If anything, Murray was pointing out how the Howard government squandered tax revenues on middle-class welfare. The Howard government enjoyed high tax revenue — 25 per cent of GDP in its final year. Because of a collapse in GST, corporate taxes and capital gains tax, taxation receipts fell to 21 per cent of GDP in 2011, and are only slowly recovering. At the same time, however, these welfare payments continue to constrain the Government’s capacity to fund necessary economic services.
The Government had a huge struggle in withdrawing just one of these pieces of welfare, the private health insurance rebate for high income earners, a reform that was blocked while the Coalition had control of the Senate.

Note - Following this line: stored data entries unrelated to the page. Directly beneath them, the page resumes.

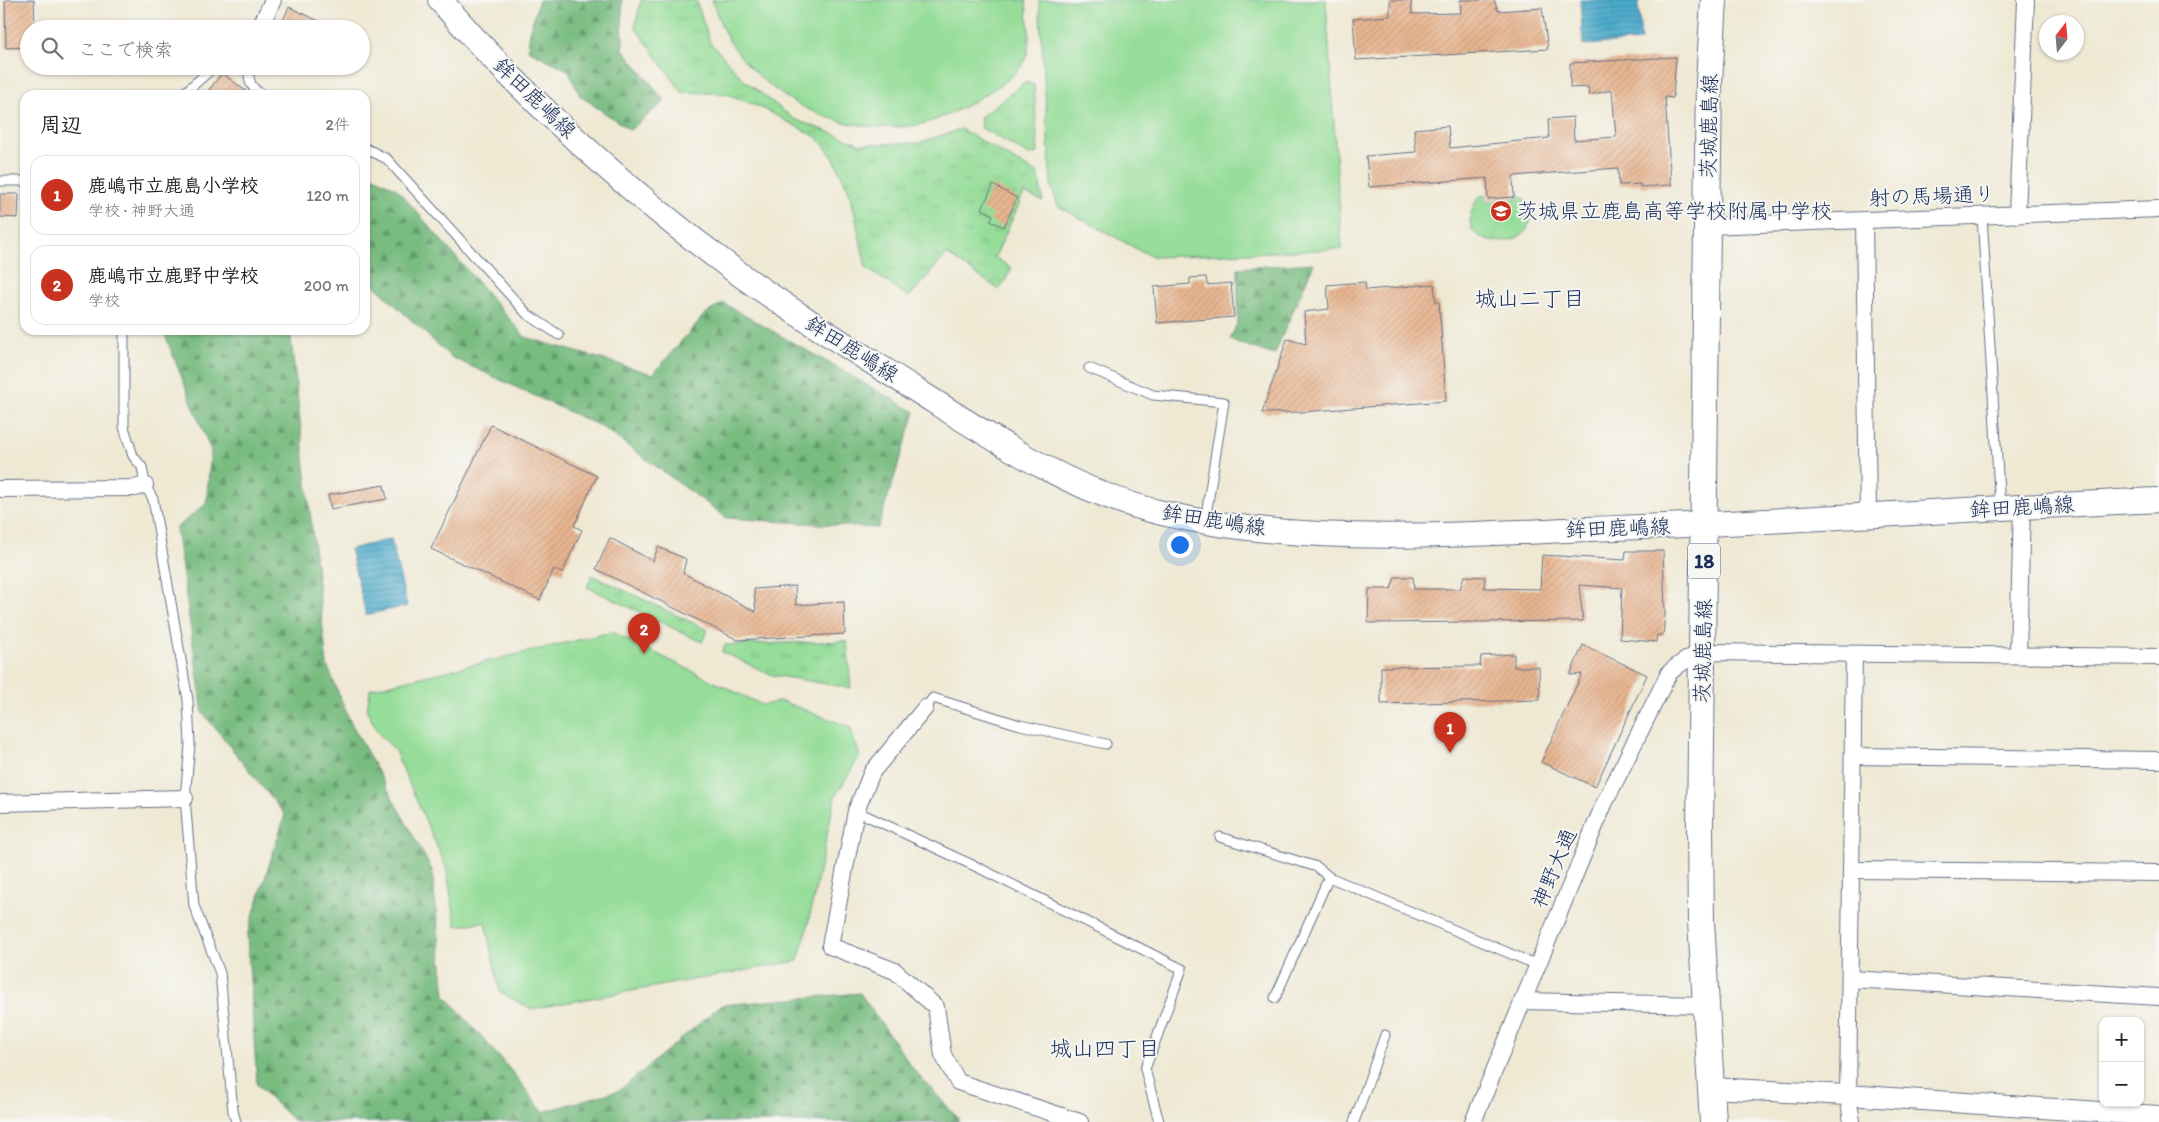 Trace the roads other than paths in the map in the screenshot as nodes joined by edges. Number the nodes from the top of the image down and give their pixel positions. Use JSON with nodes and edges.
{"nodes":[{"id":1,"x":273,"y":0,"type":"edge"},
{"id":2,"x":440,"y":0,"type":"edge"},
{"id":3,"x":1714,"y":0,"type":"edge"},
{"id":4,"x":2026,"y":0,"type":"edge"},
{"id":5,"x":263,"y":20,"type":"edge"},
{"id":6,"x":205,"y":75,"type":"edge"},
{"id":7,"x":248,"y":75,"type":"edge"},
{"id":8,"x":188,"y":90,"type":"edge"},
{"id":9,"x":257,"y":90,"type":"edge"},
{"id":10,"x":370,"y":150,"type":"edge"},
{"id":11,"x":0,"y":181,"type":"edge"},
{"id":12,"x":20,"y":181,"type":"edge"},
{"id":13,"x":2159,"y":209,"type":"edge"},
{"id":14,"x":2017,"y":215,"type":"junction"},
{"id":15,"x":1982,"y":216,"type":"junction"},
{"id":16,"x":1864,"y":220,"type":"junction"},
{"id":17,"x":1707,"y":226,"type":"junction"},
{"id":18,"x":124,"y":335,"type":"edge"},
{"id":19,"x":559,"y":335,"type":"dead end"},
{"id":20,"x":1089,"y":368,"type":"dead end"},
{"id":21,"x":145,"y":485,"type":"junction"},
{"id":22,"x":0,"y":489,"type":"edge"},
{"id":23,"x":2159,"y":500,"type":"edge"},
{"id":24,"x":2011,"y":507,"type":"junction"},
{"id":25,"x":1868,"y":515,"type":"junction"},
{"id":26,"x":1205,"y":521,"type":"junction"},
{"id":27,"x":1705,"y":525,"type":"junction"},
{"id":28,"x":1703,"y":652,"type":"junction"},
{"id":29,"x":1854,"y":654,"type":"junction"},
{"id":30,"x":2018,"y":655,"type":"junction"},
{"id":31,"x":2159,"y":657,"type":"edge"},
{"id":32,"x":925,"y":708,"type":"joint"},
{"id":33,"x":1106,"y":744,"type":"dead end"},
{"id":34,"x":1853,"y":756,"type":"junction"},
{"id":35,"x":2159,"y":760,"type":"edge"},
{"id":36,"x":184,"y":798,"type":"junction"},
{"id":37,"x":0,"y":803,"type":"edge"},
{"id":38,"x":856,"y":811,"type":"junction"},
{"id":39,"x":1220,"y":838,"type":"dead end"},
{"id":40,"x":1851,"y":870,"type":"junction"},
{"id":41,"x":2159,"y":873,"type":"edge"},
{"id":42,"x":1329,"y":877,"type":"junction"},
{"id":43,"x":1537,"y":965,"type":"junction"},
{"id":44,"x":1850,"y":979,"type":"junction"},
{"id":45,"x":2159,"y":997,"type":"edge"},
{"id":46,"x":1274,"y":998,"type":"dead end"},
{"id":47,"x":1522,"y":1001,"type":"junction"},
{"id":48,"x":1705,"y":1005,"type":"junction"},
{"id":49,"x":1385,"y":1035,"type":"dead end"},
{"id":50,"x":1710,"y":1088,"type":"junction"},
{"id":51,"x":1848,"y":1095,"type":"junction"},
{"id":52,"x":2159,"y":1116,"type":"edge"},
{"id":53,"x":236,"y":1122,"type":"edge"},
{"id":54,"x":1080,"y":1122,"type":"edge"},
{"id":55,"x":1159,"y":1122,"type":"edge"},
{"id":56,"x":1354,"y":1122,"type":"edge"},
{"id":57,"x":1473,"y":1122,"type":"edge"},
{"id":58,"x":1713,"y":1122,"type":"edge"},
{"id":59,"x":1852,"y":1122,"type":"edge"}],
"edges":[{"from":1,"to":5,"type":"street"},
{"from":2,"to":26,"type":"main road","name":"鉾田鹿嶋線"},
{"from":3,"to":17,"type":"main road","name":"茨城鹿島線","number":"18"},
{"from":4,"to":14,"type":"street"},
{"from":6,"to":8,"type":"lane"},
{"from":7,"to":9,"type":"lane"},
{"from":10,"to":19,"type":"lane"},
{"from":11,"to":12,"type":"lane"},
{"from":13,"to":14,"type":"street","name":"射の馬場通り"},
{"from":14,"to":15,"type":"street","name":"射の馬場通り"},
{"from":15,"to":16,"type":"street","name":"射の馬場通り"},
{"from":15,"to":24,"type":"lane"},
{"from":16,"to":17,"type":"street","name":"射の馬場通り"},
{"from":16,"to":25,"type":"street"},
{"from":17,"to":27,"type":"main road","name":"茨城鹿島線","number":"18"},
{"from":18,"to":21,"type":"lane"},
{"from":20,"to":26,"type":"lane"},
{"from":21,"to":22,"type":"street"},
{"from":21,"to":36,"type":"lane"},
{"from":23,"to":24,"type":"main road","name":"鉾田鹿嶋線"},
{"from":24,"to":25,"type":"main road","name":"鉾田鹿嶋線"},
{"from":24,"to":30,"type":"street"},
{"from":25,"to":27,"type":"main road","name":"鉾田鹿嶋線"},
{"from":26,"to":27,"type":"main road","name":"鉾田鹿嶋線"},
{"from":27,"to":28,"type":"main road","name":"茨城鹿島線","number":"18"},
{"from":28,"to":29,"type":"street"},
{"from":28,"to":43,"type":"street","name":"神野大通"},
{"from":28,"to":48,"type":"main road","name":"茨城鹿島線","number":"18"},
{"from":29,"to":30,"type":"street"},
{"from":29,"to":34,"type":"street"},
{"from":30,"to":31,"type":"street"},
{"from":32,"to":33,"type":"lane"},
{"from":32,"to":38,"type":"street"},
{"from":34,"to":35,"type":"street"},
{"from":34,"to":40,"type":"street"},
{"from":36,"to":37,"type":"street"},
{"from":36,"to":53,"type":"lane"},
{"from":38,"to":54,"type":"street"},
{"from":38,"to":55,"type":"lane"},
{"from":39,"to":42,"type":"lane"},
{"from":40,"to":41,"type":"street"},
{"from":40,"to":44,"type":"street"},
{"from":42,"to":43,"type":"lane"},
{"from":42,"to":46,"type":"lane"},
{"from":43,"to":47,"type":"street","name":"神野大通"},
{"from":44,"to":45,"type":"street"},
{"from":44,"to":51,"type":"street"},
{"from":47,"to":48,"type":"street"},
{"from":47,"to":57,"type":"street","name":"神野大通"},
{"from":48,"to":50,"type":"main road","name":"茨城鹿島線","number":"18"},
{"from":49,"to":56,"type":"lane"},
{"from":50,"to":51,"type":"street"},
{"from":50,"to":58,"type":"main road","name":"茨城鹿島線","number":"18"},
{"from":51,"to":52,"type":"street"},
{"from":51,"to":59,"type":"street"}]}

The Coalition still cannot bring itself to accept that the Howard government was taking the country on the path to poverty, because it was using welfare payments to compensate for the inequalities it had allowed to open up in the economy. Rather than investing in infrastructure and human capital which would have reduced the need for welfare payments, it was using welfare payments to compensate for our declining productivity. That’s pretty much what has been going on in the Mediterranean countries.
Murray’s third point, indeed, was about productivity. We do have a productivity problem, but every time commentators raise the issue there is released a torrent of right-wing drivel about the supposed need to de-regulate the labour market, water down employment conditions, institute a one-sided version of "flexibility", and to bring back "Workchoices" or some similar individual bargaining system.
Our productivity problem is long-standing, and has many causes, including skills mismatches, poor people management, short-term incentives, shortages of finance to invest in capital equipment, and poor infrastructure. (On this last point, think of the thousands of people in Melbourne who lost a day’s work sitting in a traffic jam last Wednesday.) If business lobbies could join the productivity debate in a mature way, and if Coalition politicians could admit that the Howard government got it wrong and develop some constructive ideas to deal with these complex problems, we may make some progress on productivity.
Tony Abbott’s misinterpretation of Murray’s comments was contemptible because he tried to distract us from Murray’s warnings, presumably because any serious consideration of them reflect poorly on the previous Coalition Government.
Even worse, however, is his prescription to cut taxes and to increase welfare — a return to the Howard policy but without the tax base to support it. The Howard government had us on the path to a Spanish-style problem, where accumulating private debt would eventually lead to the need for government debt. An Abbott Government would take us down the more precipitous Greek path, with a yawning gap between revenue and expenditure, and nothing to show for it but the illusory prosperity of living beyond our means.